** Information provided follows **

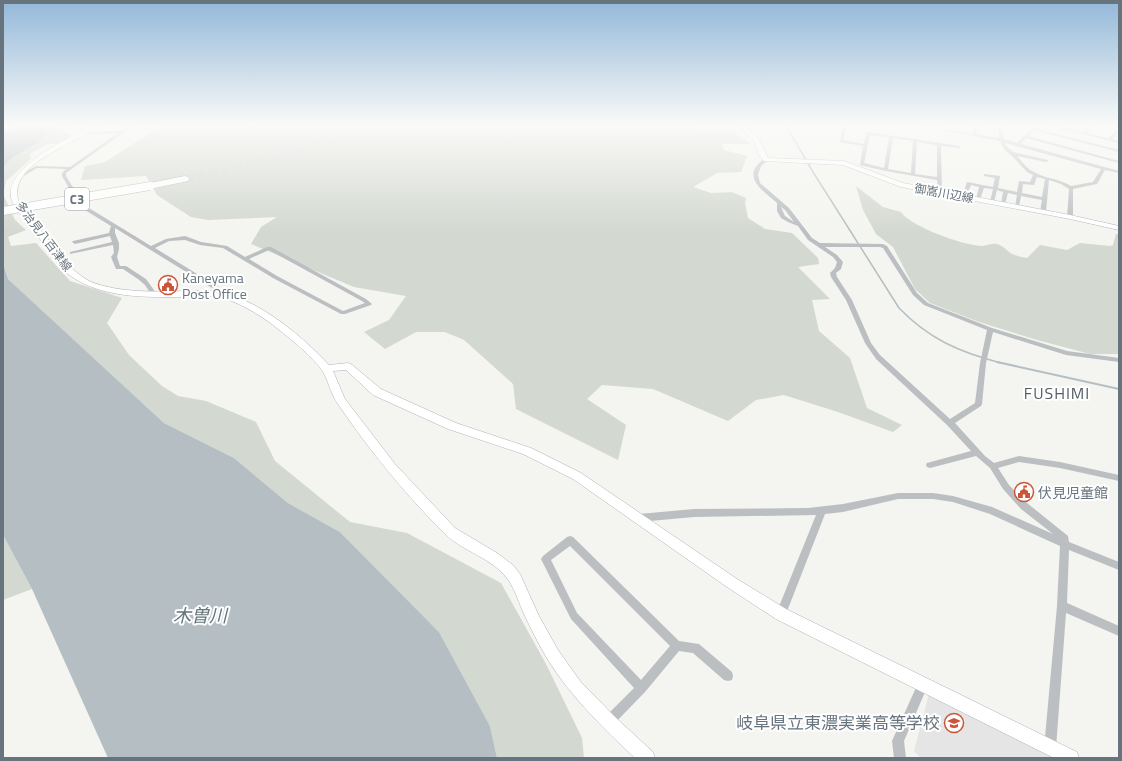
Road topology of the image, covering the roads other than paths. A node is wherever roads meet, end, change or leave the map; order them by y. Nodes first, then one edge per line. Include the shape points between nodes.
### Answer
1 (35, 162) edge
2 (80, 162) edge
3 (764, 162) edge
4 (815, 162) edge
5 (862, 162) edge
6 (887, 162) edge
7 (914, 162) edge
8 (940, 162) edge
9 (1021, 162) edge
10 (1080, 162) edge
11 (71, 168) junction
12 (1104, 168) junction
13 (886, 170) junction
14 (1119, 172) edge
15 (902, 173) junction
16 (1035, 174) junction
17 (914, 175) junction
18 (986, 175) dead end
19 (20, 176) junction
20 (185, 179) tunnel mouth
21 (940, 179) junction
22 (1047, 179) junction
23 (901, 185) junction
24 (982, 186) junction
25 (1070, 188) junction
26 (995, 189) junction
27 (1006, 191) junction
28 (940, 192) junction
29 (1019, 194) junction
30 (964, 197) junction
31 (1044, 199) junction
32 (978, 200) junction
33 (779, 202) junction
34 (992, 202) junction
35 (1003, 204) junction
36 (1017, 207) junction
37 (3, 211) edge
38 (1043, 212) junction
39 (1070, 217) junction
40 (114, 225) junction
41 (800, 225) junction
42 (1119, 228) edge
43 (111, 234) junction
44 (75, 242) dead end
45 (116, 243) junction
46 (818, 246) junction
47 (151, 248) junction
48 (72, 253) dead end
49 (244, 259) junction
50 (153, 293) junction
51 (217, 294) junction
52 (990, 329) junction
53 (1119, 360) edge
54 (327, 369) junction
55 (950, 423) junction
56 (977, 453) junction
57 (930, 464) dead end
58 (993, 466) junction
59 (1119, 478) edge
60 (822, 511) junction
61 (639, 518) junction
62 (1065, 544) junction
63 (1119, 566) edge
64 (1062, 606) junction
65 (781, 614) junction
66 (1119, 631) edge
67 (677, 646) junction
68 (728, 676) dead end
69 (923, 685) junction
70 (641, 688) junction
71 (608, 722) junction
72 (1050, 748) junction
73 (647, 758) edge
74 (900, 758) edge
75 (1071, 758) edge

1 - 19 main road, 多治見八百津線
2 - 11 street
3 - 33 street via 759,165 756,175 758,184
4 - 23 main road, 御嵩川辺線 via 844,163
5 - 13 street via 862,164
6 - 13 street
7 - 17 street
8 - 21 street
9 - 16 street via 1030,173
10 - 12 street
11 - 19 street via 36,167
11 - 40 street via 64,176 82,206
12 - 14 street
12 - 25 street via 1095,183
13 - 15 street
15 - 17 street
15 - 23 street
16 - 22 street
16 - 29 street via 1032,184 1021,182
17 - 21 street
18 - 26 street via 998,178
19 - 50 main road, 多治見八百津線 via 13,195 16,203 76,277 104,288
20 - 37 highway, C3, bridge
21 - 28 street
22 - 25 street
22 - 31 street
23 - 28 main road, 御嵩川辺線
24 - 26 street
24 - 30 street via 969,183
24 - 32 street
25 - 39 street
26 - 27 street
26 - 34 street
27 - 29 street
27 - 35 street
28 - 30 main road, 御嵩川辺線
29 - 31 street
29 - 36 street
30 - 32 main road, 御嵩川辺線
31 - 38 street
32 - 34 main road, 御嵩川辺線
33 - 41 street
33 - 41 street via 781,216
34 - 35 main road, 御嵩川辺線
35 - 36 main road, 御嵩川辺線
36 - 38 main road, 御嵩川辺線
38 - 39 main road, 御嵩川辺線
39 - 42 main road, 御嵩川辺線
40 - 43 street
40 - 47 street
41 - 46 street
43 - 44 street
43 - 45 street
45 - 48 street
45 - 50 street via 114,257 118,268 124,267 148,283
46 - 52 street via 881,245 926,304
46 - 55 street via 840,262 838,269 833,273 834,277 849,300 868,343 878,357
47 - 49 street via 168,240 185,238 200,244 225,247
47 - 51 street via 221,291
49 - 49 street via 269,248 369,304 343,313
50 - 51 main road, 多治見八百津線
51 - 54 main road, 多治見八百津線 via 236,299 275,322
52 - 53 street via 1066,353
52 - 55 street via 978,404
54 - 61 main road via 348,366 377,392 452,426 527,451 577,476
54 - 71 main road via 341,401 391,467 428,508 451,532 508,569 515,578 553,655 574,686
55 - 56 street
56 - 57 street
56 - 58 street
58 - 59 street via 1019,459 1060,464
58 - 62 street via 1014,497 1065,539
60 - 61 street via 694,513
60 - 62 street via 898,496 933,496 953,499 992,511
60 - 65 street
61 - 65 main road
62 - 63 street
62 - 64 street
64 - 66 street
64 - 72 street
65 - 69 main road
67 - 68 street via 695,648
67 - 70 street
67 - 70 street via 570,540 546,559 574,616
69 - 72 main road
69 - 74 street via 898,741
70 - 71 street
71 - 73 main road
72 - 75 main road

** End of Information provided **

Work task. Could you repeat all of the data exactly, minus the pictures?

Answer box.
Road topology of the image, covering the roads other than paths. A node is wherever roads meet, end, change or leave the map; order them by y. Nodes first, then one edge per line. Include the shape points between nodes.
### Answer
1 (35, 162) edge
2 (80, 162) edge
3 (764, 162) edge
4 (815, 162) edge
5 (862, 162) edge
6 (887, 162) edge
7 (914, 162) edge
8 (940, 162) edge
9 (1021, 162) edge
10 (1080, 162) edge
11 (71, 168) junction
12 (1104, 168) junction
13 (886, 170) junction
14 (1119, 172) edge
15 (902, 173) junction
16 (1035, 174) junction
17 (914, 175) junction
18 (986, 175) dead end
19 (20, 176) junction
20 (185, 179) tunnel mouth
21 (940, 179) junction
22 (1047, 179) junction
23 (901, 185) junction
24 (982, 186) junction
25 (1070, 188) junction
26 (995, 189) junction
27 (1006, 191) junction
28 (940, 192) junction
29 (1019, 194) junction
30 (964, 197) junction
31 (1044, 199) junction
32 (978, 200) junction
33 (779, 202) junction
34 (992, 202) junction
35 (1003, 204) junction
36 (1017, 207) junction
37 (3, 211) edge
38 (1043, 212) junction
39 (1070, 217) junction
40 (114, 225) junction
41 (800, 225) junction
42 (1119, 228) edge
43 (111, 234) junction
44 (75, 242) dead end
45 (116, 243) junction
46 (818, 246) junction
47 (151, 248) junction
48 (72, 253) dead end
49 (244, 259) junction
50 (153, 293) junction
51 (217, 294) junction
52 (990, 329) junction
53 (1119, 360) edge
54 (327, 369) junction
55 (950, 423) junction
56 (977, 453) junction
57 (930, 464) dead end
58 (993, 466) junction
59 (1119, 478) edge
60 (822, 511) junction
61 (639, 518) junction
62 (1065, 544) junction
63 (1119, 566) edge
64 (1062, 606) junction
65 (781, 614) junction
66 (1119, 631) edge
67 (677, 646) junction
68 (728, 676) dead end
69 (923, 685) junction
70 (641, 688) junction
71 (608, 722) junction
72 (1050, 748) junction
73 (647, 758) edge
74 (900, 758) edge
75 (1071, 758) edge

1 - 19 main road, 多治見八百津線
2 - 11 street
3 - 33 street via 759,165 756,175 758,184
4 - 23 main road, 御嵩川辺線 via 844,163
5 - 13 street via 862,164
6 - 13 street
7 - 17 street
8 - 21 street
9 - 16 street via 1030,173
10 - 12 street
11 - 19 street via 36,167
11 - 40 street via 64,176 82,206
12 - 14 street
12 - 25 street via 1095,183
13 - 15 street
15 - 17 street
15 - 23 street
16 - 22 street
16 - 29 street via 1032,184 1021,182
17 - 21 street
18 - 26 street via 998,178
19 - 50 main road, 多治見八百津線 via 13,195 16,203 76,277 104,288
20 - 37 highway, C3, bridge
21 - 28 street
22 - 25 street
22 - 31 street
23 - 28 main road, 御嵩川辺線
24 - 26 street
24 - 30 street via 969,183
24 - 32 street
25 - 39 street
26 - 27 street
26 - 34 street
27 - 29 street
27 - 35 street
28 - 30 main road, 御嵩川辺線
29 - 31 street
29 - 36 street
30 - 32 main road, 御嵩川辺線
31 - 38 street
32 - 34 main road, 御嵩川辺線
33 - 41 street
33 - 41 street via 781,216
34 - 35 main road, 御嵩川辺線
35 - 36 main road, 御嵩川辺線
36 - 38 main road, 御嵩川辺線
38 - 39 main road, 御嵩川辺線
39 - 42 main road, 御嵩川辺線
40 - 43 street
40 - 47 street
41 - 46 street
43 - 44 street
43 - 45 street
45 - 48 street
45 - 50 street via 114,257 118,268 124,267 148,283
46 - 52 street via 881,245 926,304
46 - 55 street via 840,262 838,269 833,273 834,277 849,300 868,343 878,357
47 - 49 street via 168,240 185,238 200,244 225,247
47 - 51 street via 221,291
49 - 49 street via 269,248 369,304 343,313
50 - 51 main road, 多治見八百津線
51 - 54 main road, 多治見八百津線 via 236,299 275,322
52 - 53 street via 1066,353
52 - 55 street via 978,404
54 - 61 main road via 348,366 377,392 452,426 527,451 577,476
54 - 71 main road via 341,401 391,467 428,508 451,532 508,569 515,578 553,655 574,686
55 - 56 street
56 - 57 street
56 - 58 street
58 - 59 street via 1019,459 1060,464
58 - 62 street via 1014,497 1065,539
60 - 61 street via 694,513
60 - 62 street via 898,496 933,496 953,499 992,511
60 - 65 street
61 - 65 main road
62 - 63 street
62 - 64 street
64 - 66 street
64 - 72 street
65 - 69 main road
67 - 68 street via 695,648
67 - 70 street
67 - 70 street via 570,540 546,559 574,616
69 - 72 main road
69 - 74 street via 898,741
70 - 71 street
71 - 73 main road
72 - 75 main road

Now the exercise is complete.